The vast majority of problems are known problems with known solutions. You can possibly draw the terrible conclusion that you have lazy front-line defenders who don’t care, but think about who that defender is. Typically, he’s an underpaid tech school graduate pulled in many different directions without appropriate equipment and training. But apply the Pareto Principle: what’s the 20% of input with 80% of the output? Network hygiene, user administration, and other things that help you get control and visibility of your environment. But we’re spending 90% of our resources on that effect, which is a bad way to go. You need better automation and approaches. The 20% output, though, matters because that’s the determined adversaries like nation-states and other really bad guys. When nations compete, they cheat. So not everything is “cyber” (or IO or CNO). Lots of stuff still happens in the real world with real people. It’ll actually be a happy day when the only adversary that concerns you is a nation-state, rather than drowning in information and processes now.

In the intelligence business, they talk about needing to “look over the horizon”. We need to get there and look beyond our own enterprise, because otherwise we’ll never solve our problems. One way is to have friends outside your borders who have the technical capability and willingness to share the data in a regular, methodical way. The other way is to have an intelligence service that looks in ways not limited to yourself and your friends, forward and backward and all around.
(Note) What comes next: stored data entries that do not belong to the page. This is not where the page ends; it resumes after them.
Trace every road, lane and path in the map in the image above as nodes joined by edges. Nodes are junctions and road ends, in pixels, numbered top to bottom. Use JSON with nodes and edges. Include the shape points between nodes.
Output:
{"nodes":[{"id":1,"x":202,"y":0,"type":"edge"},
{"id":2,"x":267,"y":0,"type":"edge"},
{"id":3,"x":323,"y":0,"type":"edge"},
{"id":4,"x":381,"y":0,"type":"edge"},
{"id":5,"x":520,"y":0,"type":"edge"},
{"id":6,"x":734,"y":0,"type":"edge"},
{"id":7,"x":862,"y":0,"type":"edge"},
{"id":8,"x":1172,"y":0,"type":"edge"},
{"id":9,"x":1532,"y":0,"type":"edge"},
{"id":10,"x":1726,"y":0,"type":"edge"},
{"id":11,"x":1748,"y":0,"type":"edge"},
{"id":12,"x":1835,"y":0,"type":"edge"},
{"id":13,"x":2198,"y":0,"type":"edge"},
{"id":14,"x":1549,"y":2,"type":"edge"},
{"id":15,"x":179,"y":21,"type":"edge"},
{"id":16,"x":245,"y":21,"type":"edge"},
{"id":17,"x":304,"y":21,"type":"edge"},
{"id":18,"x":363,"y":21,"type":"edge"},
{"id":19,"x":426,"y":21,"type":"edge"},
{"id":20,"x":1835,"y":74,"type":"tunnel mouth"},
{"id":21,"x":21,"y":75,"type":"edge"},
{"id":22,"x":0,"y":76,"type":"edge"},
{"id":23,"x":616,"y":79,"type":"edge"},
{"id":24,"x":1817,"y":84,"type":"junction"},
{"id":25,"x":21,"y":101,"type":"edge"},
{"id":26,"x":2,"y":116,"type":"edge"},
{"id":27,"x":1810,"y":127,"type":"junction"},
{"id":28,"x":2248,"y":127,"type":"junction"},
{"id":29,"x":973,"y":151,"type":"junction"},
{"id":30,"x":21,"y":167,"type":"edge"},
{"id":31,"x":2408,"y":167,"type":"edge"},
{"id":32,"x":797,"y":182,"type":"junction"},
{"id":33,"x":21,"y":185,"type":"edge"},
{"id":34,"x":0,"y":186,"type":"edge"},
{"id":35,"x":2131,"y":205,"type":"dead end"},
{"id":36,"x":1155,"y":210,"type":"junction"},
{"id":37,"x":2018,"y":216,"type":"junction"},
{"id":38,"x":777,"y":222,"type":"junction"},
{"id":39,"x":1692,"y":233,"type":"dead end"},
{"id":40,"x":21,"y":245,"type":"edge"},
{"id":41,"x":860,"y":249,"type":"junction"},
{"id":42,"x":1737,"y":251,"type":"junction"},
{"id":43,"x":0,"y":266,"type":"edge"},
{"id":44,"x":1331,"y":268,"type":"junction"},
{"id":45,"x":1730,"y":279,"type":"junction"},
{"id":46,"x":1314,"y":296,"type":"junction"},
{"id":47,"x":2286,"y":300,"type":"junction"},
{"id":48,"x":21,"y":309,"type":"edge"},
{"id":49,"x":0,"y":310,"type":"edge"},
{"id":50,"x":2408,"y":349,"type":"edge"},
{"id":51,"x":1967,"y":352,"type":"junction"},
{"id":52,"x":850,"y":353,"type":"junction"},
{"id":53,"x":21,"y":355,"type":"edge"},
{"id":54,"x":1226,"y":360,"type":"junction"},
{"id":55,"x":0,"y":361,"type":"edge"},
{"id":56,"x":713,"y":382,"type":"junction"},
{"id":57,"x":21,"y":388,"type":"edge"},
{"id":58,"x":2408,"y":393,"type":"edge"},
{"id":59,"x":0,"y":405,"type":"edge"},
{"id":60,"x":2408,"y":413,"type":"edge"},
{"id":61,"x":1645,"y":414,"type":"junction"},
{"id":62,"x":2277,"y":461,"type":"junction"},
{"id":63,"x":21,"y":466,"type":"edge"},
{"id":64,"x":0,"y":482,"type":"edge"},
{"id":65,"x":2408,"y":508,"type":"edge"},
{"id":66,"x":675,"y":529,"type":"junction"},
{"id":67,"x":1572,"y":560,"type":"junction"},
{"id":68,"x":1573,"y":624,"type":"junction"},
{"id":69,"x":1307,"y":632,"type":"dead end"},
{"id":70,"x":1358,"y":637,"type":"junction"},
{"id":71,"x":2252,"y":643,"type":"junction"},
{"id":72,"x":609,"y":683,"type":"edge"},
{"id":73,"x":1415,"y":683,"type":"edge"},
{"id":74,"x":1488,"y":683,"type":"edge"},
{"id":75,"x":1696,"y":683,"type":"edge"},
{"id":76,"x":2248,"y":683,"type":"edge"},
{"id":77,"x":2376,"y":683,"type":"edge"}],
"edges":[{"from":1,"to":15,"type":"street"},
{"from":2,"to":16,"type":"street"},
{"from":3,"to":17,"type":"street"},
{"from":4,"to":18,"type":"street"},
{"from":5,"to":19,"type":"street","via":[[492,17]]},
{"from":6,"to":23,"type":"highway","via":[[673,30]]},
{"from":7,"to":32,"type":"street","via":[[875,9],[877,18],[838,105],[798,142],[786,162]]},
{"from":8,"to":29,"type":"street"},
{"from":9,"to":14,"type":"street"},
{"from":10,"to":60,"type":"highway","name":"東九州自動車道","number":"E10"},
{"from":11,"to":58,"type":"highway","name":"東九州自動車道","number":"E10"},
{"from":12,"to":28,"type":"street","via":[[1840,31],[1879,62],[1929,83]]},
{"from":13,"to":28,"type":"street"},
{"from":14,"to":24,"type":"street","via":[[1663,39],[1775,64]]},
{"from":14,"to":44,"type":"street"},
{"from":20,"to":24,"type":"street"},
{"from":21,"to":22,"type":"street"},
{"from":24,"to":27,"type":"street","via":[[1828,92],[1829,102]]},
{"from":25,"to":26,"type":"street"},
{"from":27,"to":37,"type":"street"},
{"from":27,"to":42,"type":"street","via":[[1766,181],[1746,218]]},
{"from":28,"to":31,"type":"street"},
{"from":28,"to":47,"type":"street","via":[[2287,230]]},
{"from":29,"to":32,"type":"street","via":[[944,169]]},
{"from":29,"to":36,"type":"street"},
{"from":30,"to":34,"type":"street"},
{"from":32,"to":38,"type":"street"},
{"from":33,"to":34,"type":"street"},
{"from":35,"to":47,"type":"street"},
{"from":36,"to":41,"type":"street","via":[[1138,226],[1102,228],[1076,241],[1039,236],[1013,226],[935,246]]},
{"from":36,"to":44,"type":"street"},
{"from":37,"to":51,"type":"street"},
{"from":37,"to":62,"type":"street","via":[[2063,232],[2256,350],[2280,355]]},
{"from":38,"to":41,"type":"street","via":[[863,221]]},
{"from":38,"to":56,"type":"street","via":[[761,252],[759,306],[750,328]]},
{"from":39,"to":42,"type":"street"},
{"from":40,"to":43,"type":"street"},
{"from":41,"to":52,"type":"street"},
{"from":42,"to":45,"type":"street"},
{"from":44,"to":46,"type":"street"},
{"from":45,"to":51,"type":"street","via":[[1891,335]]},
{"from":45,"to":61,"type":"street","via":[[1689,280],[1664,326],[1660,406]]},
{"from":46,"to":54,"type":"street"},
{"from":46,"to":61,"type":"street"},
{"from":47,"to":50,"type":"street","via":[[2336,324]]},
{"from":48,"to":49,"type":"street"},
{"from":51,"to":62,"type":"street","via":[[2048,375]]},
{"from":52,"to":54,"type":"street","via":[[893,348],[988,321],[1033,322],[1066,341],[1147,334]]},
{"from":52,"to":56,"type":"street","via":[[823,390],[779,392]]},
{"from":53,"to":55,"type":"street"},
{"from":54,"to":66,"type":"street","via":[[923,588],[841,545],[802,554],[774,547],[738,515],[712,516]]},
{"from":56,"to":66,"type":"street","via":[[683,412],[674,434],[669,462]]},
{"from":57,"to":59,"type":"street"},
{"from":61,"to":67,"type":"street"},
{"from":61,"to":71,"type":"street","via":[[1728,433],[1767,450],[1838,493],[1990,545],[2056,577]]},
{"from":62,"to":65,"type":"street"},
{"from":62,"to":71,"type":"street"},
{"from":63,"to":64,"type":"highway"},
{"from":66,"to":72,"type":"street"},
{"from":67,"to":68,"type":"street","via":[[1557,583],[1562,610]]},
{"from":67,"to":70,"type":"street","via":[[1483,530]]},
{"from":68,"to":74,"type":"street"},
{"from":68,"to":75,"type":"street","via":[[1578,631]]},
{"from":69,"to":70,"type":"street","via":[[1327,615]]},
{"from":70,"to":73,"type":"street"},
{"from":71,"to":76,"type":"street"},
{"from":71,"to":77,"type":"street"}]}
Don’t make the mistake that the adversary is perfect. He’s kind of like us, except he’s bad. Their tools don’t appear as if by magic, but have to get developed and acquired and deployed too. If I can look and see those things happening, I can tune my defenses to what’s coming down the road. And don’t separate the two problems (80% and 20%), making them different, unique, and independent. Everybody hides in the 80% noise, so if you ignore it, then you’ll miss it. And the 80% stuff is actually pretty clever and can teach you new tradecraft, the tools and techniques that you want to know about.

When a threat intel analyst, how do we get that information into a form and location that will make it usable to defenders? PDFs and all-upper-case DoD message formats don’t lend themselves to the usages we need them. A human being has to take it, read it, and go through a complex process to turn that into an actual defense (e.g. write a script, deploy a new policy, etc.) Why can’t I send an open file, such as XML, to share this information and let systems process it? Think about how the information will be used and get closer to a native language for that usage. Vendor lock-in is a terrible defensive strategy, compared to standards.

Professional “bad guys” (at least those who work for the US government) all agree that a well-managed network is a hard target. Doing the core things matters: patches, visibility, appropriate change control, etc. This doesn’t make it impenetrable, but it does harden the network and force the adversary to think and plan and cheat.

They also fear uncertainty: they like knowing the specifics of the target, like its behaviors and components and people. “Defense in depth” on its own has become a crutch. Throwing another layer of defense on something ‘because you can’ adds cost and complexity unless you do it for known reasons and integrate properly with the rest of your layers. Clever attackers, like clever users, find ways around your defenses, so put them in with purpose according to a data-based model. But building this model of adversaries requires sharing information in an automated, standardized, trusted way. So how do we extend these ideas? Look at the stuff that already has standards and work off of that. Threat information has lots of rich data, though, that we want to pump into our tools and not just read.

This is the new frontier: finding and sharing threat data.